31/03/2018
l'oeil & la plume... l'étonnante histoire de Skunkdog
texte de patti smith                                                                                         photo ©Anton Corbijn   2010
Ne soyez pas surpris si la mort vient de l'intérieur...
 
 Sept jours & six nuits le héros veilla sans pitié. 
 horizontalement sous le ciel. sans manger sans boire sans aimer. 
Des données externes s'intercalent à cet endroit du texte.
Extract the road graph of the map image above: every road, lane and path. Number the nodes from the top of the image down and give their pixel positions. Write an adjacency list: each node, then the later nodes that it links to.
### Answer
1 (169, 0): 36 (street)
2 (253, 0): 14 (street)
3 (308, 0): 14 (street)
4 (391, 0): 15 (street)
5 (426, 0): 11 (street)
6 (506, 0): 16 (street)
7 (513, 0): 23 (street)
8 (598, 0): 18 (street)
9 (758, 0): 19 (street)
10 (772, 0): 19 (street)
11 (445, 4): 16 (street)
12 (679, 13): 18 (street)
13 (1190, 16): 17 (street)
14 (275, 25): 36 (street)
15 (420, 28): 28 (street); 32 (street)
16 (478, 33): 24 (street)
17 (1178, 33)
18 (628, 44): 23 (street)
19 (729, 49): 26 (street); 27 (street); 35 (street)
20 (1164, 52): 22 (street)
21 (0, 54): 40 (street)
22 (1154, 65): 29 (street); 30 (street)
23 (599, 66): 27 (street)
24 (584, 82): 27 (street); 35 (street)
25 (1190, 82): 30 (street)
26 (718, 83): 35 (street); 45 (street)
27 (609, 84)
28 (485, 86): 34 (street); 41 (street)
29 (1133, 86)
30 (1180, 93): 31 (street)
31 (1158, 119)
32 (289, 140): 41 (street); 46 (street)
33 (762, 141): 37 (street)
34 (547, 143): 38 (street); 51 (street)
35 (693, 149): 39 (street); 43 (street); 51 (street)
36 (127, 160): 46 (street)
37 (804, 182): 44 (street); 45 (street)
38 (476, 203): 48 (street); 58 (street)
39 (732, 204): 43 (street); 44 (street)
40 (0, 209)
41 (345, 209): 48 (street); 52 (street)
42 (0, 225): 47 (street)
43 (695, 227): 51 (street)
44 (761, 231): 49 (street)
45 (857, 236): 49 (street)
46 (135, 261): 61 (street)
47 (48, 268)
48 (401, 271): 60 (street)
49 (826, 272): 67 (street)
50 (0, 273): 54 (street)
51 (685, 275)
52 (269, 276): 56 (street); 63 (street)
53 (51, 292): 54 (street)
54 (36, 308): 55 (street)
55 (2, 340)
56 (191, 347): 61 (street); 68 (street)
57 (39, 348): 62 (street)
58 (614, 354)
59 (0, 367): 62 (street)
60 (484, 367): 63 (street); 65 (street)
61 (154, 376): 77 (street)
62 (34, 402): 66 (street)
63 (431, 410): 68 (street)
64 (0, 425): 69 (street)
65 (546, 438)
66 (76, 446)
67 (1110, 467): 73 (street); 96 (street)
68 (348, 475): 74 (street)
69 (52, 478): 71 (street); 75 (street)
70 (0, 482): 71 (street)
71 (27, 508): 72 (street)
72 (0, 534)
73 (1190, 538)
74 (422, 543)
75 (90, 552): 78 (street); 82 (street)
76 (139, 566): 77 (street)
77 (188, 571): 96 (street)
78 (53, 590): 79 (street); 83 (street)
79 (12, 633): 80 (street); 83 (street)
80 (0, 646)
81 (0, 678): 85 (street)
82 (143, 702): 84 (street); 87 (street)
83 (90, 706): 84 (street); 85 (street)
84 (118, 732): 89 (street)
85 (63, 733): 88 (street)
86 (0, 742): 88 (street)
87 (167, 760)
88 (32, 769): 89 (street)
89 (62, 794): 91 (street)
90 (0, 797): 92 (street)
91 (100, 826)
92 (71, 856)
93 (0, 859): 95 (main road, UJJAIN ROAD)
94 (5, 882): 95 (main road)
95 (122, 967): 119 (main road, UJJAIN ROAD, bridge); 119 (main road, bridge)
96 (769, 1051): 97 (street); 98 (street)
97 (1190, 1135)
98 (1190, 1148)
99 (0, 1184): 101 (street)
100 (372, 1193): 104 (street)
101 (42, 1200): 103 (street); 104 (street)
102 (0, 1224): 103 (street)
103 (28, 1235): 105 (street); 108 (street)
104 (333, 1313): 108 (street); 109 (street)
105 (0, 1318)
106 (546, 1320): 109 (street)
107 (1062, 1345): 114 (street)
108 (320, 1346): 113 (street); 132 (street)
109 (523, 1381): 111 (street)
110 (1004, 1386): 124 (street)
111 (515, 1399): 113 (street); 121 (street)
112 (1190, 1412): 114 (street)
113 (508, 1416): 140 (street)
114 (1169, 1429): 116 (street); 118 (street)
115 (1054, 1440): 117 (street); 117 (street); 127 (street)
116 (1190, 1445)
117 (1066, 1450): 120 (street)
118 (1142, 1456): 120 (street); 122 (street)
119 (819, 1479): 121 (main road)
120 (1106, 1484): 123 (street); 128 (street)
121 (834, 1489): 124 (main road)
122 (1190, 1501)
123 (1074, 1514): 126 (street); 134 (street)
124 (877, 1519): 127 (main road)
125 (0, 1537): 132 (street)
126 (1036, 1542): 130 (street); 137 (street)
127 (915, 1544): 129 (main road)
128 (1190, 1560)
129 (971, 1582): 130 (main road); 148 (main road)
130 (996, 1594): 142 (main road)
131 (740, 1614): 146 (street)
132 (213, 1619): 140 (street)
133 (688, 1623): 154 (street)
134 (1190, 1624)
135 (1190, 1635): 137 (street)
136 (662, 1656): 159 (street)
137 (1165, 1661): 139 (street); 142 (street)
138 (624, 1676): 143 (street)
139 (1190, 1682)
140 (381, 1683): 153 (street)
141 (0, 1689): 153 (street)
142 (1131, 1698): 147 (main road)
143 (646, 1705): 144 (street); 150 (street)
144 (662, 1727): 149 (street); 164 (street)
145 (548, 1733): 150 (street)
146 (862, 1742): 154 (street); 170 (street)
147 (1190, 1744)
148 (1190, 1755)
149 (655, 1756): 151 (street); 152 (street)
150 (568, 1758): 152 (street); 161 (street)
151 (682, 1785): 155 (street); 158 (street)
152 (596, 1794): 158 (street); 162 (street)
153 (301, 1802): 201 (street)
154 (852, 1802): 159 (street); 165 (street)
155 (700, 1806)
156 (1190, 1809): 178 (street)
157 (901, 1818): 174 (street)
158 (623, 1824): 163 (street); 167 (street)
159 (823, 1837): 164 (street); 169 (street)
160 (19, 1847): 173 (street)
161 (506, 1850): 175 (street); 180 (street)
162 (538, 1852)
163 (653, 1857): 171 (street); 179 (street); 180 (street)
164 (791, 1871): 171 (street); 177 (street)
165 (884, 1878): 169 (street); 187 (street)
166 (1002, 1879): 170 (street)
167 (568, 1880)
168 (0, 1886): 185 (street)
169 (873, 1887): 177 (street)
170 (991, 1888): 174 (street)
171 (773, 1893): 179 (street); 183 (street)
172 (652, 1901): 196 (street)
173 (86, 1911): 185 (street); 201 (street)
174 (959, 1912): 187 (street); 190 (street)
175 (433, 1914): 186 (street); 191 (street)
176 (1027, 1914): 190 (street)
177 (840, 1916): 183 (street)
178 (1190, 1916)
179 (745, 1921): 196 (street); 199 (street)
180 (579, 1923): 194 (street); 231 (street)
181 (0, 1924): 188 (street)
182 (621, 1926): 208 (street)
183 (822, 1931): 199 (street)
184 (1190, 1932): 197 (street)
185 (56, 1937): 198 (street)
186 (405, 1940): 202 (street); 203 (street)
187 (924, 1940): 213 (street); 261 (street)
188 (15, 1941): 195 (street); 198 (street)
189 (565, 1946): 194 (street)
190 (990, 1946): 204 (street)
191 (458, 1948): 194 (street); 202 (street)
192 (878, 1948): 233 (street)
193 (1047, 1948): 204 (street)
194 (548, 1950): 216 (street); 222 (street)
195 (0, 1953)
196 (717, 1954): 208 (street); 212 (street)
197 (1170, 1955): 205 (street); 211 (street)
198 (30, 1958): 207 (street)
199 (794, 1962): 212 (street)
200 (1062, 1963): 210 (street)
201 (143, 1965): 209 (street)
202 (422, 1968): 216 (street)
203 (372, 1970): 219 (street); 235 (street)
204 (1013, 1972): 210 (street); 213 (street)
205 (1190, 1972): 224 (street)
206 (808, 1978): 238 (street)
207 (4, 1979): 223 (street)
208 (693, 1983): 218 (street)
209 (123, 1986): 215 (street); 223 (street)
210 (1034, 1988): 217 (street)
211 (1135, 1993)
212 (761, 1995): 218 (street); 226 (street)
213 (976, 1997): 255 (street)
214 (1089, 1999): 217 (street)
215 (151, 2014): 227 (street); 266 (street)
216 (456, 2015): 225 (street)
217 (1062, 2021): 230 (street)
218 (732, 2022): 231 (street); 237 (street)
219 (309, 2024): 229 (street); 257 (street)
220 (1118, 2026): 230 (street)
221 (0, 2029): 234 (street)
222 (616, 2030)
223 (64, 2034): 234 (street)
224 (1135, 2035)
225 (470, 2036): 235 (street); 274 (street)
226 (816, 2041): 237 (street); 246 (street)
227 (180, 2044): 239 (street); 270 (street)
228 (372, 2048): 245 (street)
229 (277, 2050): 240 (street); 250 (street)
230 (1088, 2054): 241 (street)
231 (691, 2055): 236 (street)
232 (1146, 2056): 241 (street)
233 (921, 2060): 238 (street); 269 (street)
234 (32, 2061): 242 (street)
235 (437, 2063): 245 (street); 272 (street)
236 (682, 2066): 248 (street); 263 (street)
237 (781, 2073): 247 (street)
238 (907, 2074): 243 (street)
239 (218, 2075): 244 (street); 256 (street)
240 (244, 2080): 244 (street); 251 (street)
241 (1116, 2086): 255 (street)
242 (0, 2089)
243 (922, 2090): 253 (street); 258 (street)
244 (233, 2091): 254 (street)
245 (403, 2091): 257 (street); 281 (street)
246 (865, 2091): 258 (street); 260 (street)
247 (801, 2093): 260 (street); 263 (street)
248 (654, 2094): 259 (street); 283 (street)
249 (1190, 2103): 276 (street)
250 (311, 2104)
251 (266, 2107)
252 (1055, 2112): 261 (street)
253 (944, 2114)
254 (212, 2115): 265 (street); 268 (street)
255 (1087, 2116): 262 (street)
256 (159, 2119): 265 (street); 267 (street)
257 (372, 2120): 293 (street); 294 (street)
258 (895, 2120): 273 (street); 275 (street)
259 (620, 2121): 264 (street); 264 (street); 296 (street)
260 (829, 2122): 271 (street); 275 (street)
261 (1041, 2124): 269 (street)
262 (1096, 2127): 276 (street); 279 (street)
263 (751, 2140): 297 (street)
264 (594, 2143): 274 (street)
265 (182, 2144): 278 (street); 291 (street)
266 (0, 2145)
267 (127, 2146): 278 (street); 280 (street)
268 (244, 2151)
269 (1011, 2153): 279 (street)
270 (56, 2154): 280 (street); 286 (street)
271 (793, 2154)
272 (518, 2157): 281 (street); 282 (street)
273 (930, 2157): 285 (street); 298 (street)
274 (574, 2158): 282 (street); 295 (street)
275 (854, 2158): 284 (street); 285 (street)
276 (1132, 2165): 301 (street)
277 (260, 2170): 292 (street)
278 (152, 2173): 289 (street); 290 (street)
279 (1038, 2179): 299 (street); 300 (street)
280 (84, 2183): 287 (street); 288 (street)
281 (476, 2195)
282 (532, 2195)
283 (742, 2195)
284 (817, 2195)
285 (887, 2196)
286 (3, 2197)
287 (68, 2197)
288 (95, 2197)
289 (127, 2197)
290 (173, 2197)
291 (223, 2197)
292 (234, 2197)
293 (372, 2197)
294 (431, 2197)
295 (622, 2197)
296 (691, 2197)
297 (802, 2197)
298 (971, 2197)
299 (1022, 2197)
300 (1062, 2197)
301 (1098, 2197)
 après quoi en avait-il ? que cherchait-il ? 
 un signe ? une réponse ? une issue ? Quelque chose de neuf...
 
 Maintenant au septième soir du septième jour le héros 
 ne tenait plus qu'à un fil. le manque de sommeil, de vivres 
 & de bras amoureux prenait sa revanche. il cessa de 
 regarder le ciel.
 
 Mon beau héros. lui dont l'ardente volonté était de garder les yeux 
 ouverts dans l'instant échoua.
 Parce que le héros avait mis à vif les nerfs du ciel. ses regards perçants 
 l'avaient excité. quand enfin il baissa les yeux les étoiles 
 étaient devenues cinglées. cassiopée se balançait comme un berceau
 
 Un observateur de hasard incapable de dormir, rêvant à une 
 fenêtre, comptant les moutons, n'en aurait pas cru 
 ses yeux. la voie lactée se trémoussa se trémoussa. un troupeau 
 d'étoiles filantes. des comètes folles. et 1'étoi1e du grand-chien 
 pareille à une lune nouvelle-née. 
 mais le héros ne vit rien.
 
 Comprenez : le ciel quand on le surveille est comme une marmite sur le feu. à 
 la minute-même où le héros tourna les yeux les cieux débordèrent. 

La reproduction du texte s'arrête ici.